==== Task inputs ====

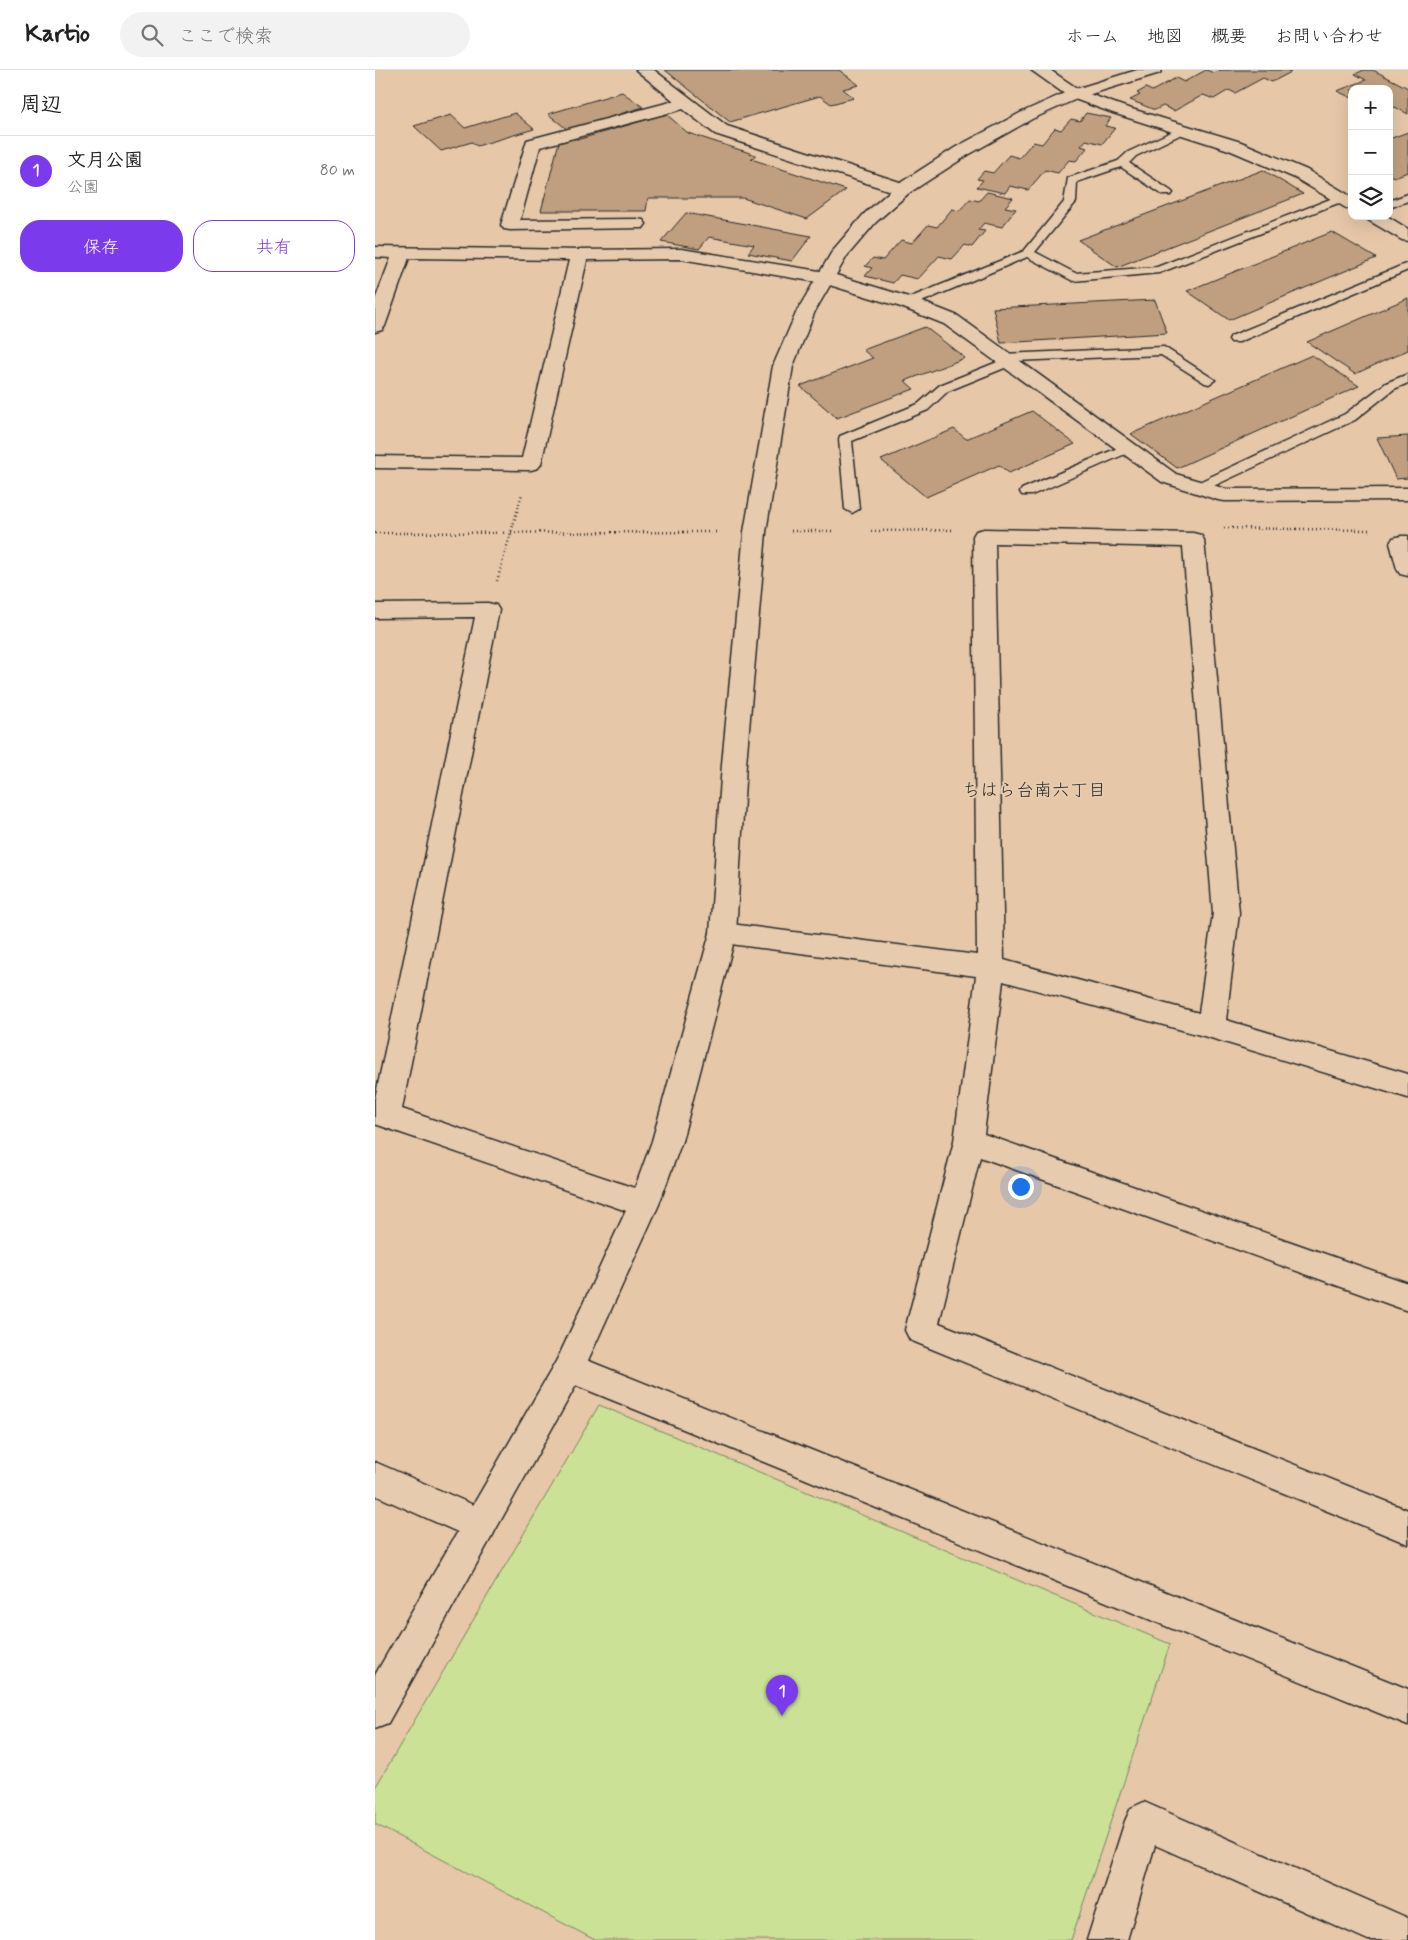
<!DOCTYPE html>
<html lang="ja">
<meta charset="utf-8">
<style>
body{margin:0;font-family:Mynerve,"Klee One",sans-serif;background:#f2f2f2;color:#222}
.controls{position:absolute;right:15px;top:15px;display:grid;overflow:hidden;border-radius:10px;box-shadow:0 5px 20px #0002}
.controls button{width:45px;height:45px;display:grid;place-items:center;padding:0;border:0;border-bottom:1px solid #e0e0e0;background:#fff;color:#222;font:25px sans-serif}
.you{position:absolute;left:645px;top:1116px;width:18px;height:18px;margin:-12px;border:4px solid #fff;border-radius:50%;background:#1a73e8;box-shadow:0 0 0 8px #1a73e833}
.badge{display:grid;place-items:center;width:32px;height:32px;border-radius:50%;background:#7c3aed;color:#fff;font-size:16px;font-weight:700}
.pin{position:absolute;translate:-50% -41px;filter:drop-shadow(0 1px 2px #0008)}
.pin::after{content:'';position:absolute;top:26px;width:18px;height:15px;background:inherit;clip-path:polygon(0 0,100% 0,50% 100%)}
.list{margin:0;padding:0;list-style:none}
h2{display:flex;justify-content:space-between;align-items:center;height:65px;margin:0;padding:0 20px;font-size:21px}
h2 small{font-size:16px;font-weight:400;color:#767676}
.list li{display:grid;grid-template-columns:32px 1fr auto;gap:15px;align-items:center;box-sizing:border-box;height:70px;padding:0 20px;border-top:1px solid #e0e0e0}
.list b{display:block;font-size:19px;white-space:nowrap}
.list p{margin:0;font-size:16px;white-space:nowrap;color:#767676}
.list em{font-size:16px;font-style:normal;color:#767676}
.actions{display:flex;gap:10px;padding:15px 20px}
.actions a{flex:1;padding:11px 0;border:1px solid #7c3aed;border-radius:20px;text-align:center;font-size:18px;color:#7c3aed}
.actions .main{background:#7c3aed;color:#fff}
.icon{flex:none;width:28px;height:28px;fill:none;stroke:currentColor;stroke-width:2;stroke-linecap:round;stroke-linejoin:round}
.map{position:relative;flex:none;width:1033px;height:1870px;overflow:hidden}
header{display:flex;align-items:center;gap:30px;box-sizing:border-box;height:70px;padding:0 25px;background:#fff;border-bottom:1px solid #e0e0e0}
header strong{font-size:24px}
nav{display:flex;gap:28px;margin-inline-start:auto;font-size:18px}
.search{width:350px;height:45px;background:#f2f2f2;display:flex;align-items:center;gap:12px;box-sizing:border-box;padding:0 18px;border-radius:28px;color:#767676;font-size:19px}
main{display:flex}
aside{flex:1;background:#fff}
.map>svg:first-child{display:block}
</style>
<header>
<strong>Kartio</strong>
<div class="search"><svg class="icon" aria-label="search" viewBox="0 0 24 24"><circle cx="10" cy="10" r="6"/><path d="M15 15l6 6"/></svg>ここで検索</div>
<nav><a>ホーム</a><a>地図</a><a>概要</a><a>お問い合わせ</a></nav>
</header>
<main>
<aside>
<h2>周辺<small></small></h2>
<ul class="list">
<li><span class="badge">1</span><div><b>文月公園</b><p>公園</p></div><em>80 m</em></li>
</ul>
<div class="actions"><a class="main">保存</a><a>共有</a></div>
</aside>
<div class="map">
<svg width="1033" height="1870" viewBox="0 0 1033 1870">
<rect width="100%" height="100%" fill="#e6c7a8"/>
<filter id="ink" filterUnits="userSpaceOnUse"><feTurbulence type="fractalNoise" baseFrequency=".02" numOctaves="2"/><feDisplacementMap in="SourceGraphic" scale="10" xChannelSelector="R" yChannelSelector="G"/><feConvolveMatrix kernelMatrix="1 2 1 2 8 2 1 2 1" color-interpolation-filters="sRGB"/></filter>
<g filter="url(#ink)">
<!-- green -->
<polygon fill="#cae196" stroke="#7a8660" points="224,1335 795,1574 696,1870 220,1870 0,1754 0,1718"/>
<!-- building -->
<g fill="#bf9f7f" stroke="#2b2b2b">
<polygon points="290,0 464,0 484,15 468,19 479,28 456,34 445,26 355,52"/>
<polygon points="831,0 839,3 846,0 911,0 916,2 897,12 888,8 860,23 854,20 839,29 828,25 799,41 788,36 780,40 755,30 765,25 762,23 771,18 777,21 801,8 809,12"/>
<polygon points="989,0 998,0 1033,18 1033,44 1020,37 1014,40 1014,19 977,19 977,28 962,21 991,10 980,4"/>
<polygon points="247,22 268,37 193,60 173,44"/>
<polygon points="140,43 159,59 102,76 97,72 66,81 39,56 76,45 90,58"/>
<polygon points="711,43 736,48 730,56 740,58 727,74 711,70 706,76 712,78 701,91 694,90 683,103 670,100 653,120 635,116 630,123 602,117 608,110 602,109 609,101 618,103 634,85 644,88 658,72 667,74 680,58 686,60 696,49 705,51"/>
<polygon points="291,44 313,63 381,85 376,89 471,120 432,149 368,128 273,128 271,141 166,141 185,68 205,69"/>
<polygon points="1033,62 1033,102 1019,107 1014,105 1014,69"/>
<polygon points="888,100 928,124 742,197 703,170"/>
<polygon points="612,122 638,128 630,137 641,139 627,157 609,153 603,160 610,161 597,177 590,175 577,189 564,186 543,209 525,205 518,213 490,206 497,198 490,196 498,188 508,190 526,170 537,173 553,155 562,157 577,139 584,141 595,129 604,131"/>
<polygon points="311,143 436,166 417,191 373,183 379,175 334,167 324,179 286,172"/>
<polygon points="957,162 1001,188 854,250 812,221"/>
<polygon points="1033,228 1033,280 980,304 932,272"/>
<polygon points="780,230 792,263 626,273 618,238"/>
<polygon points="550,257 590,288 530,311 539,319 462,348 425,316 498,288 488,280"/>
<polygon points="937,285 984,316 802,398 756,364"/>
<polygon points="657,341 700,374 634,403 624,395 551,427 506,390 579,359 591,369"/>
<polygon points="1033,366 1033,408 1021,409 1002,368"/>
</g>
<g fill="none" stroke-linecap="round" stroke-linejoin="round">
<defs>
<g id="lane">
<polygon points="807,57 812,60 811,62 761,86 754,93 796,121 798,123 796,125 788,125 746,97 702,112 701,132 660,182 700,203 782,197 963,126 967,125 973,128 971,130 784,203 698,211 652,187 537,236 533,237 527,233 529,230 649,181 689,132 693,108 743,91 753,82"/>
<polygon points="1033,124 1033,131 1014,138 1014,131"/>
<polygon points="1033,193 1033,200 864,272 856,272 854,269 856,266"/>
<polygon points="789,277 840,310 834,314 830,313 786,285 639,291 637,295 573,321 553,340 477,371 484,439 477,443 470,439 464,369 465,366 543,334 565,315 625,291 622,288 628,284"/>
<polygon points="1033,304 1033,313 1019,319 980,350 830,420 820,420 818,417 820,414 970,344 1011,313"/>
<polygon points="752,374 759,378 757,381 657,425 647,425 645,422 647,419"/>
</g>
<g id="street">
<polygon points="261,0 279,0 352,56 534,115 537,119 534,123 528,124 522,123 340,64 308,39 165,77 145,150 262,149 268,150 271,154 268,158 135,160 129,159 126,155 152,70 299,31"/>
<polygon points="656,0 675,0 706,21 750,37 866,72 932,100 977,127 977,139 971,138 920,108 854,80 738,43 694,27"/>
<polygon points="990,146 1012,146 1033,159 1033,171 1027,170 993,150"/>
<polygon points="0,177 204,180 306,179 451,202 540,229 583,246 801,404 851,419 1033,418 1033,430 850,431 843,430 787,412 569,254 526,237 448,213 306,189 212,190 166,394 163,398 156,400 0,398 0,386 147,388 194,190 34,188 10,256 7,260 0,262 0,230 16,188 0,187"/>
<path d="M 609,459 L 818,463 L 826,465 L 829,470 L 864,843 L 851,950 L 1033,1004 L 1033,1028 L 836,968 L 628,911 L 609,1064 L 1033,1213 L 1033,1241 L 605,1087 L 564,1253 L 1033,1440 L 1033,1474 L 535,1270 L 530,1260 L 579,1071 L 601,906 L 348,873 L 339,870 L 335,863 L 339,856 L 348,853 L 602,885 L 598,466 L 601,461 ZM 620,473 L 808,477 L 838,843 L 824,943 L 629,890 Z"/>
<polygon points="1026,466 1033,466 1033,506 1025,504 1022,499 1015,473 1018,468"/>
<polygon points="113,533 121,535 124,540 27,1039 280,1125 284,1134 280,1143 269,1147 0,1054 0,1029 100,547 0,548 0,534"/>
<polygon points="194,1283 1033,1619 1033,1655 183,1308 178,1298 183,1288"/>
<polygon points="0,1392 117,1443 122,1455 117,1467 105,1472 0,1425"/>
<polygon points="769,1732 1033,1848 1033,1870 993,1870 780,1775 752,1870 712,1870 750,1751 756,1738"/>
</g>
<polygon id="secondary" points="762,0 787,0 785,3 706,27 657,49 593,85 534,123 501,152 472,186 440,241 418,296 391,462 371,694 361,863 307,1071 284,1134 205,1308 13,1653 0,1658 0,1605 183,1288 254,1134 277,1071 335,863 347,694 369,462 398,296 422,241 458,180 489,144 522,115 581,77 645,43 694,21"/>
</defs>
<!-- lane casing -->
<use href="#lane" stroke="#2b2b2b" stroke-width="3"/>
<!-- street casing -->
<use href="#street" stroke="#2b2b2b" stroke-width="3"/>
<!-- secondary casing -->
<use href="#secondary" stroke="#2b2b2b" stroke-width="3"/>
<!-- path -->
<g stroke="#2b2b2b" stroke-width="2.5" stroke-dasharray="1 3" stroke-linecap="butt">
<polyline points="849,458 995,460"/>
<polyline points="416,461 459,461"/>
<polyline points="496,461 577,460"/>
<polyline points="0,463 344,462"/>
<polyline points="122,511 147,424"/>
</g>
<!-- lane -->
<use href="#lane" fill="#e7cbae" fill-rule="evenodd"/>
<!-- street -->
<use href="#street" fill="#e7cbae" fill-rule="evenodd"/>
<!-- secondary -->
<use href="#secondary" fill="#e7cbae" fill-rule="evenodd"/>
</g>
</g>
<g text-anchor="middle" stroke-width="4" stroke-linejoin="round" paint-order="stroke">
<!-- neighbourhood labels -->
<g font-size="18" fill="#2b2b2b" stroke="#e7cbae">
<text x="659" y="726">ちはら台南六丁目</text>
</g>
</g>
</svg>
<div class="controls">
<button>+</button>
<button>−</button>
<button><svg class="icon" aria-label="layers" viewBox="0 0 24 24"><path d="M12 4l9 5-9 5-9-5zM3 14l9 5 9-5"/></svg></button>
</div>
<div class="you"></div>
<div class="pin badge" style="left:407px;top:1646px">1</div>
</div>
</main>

====

Work instructions ▸
For each line of the entries that includes "nowrap", show that line.

Response for this exercise ▸
.list b{display:block;font-size:19px;white-space:nowrap}
.list p{margin:0;font-size:16px;white-space:nowrap;color:#767676}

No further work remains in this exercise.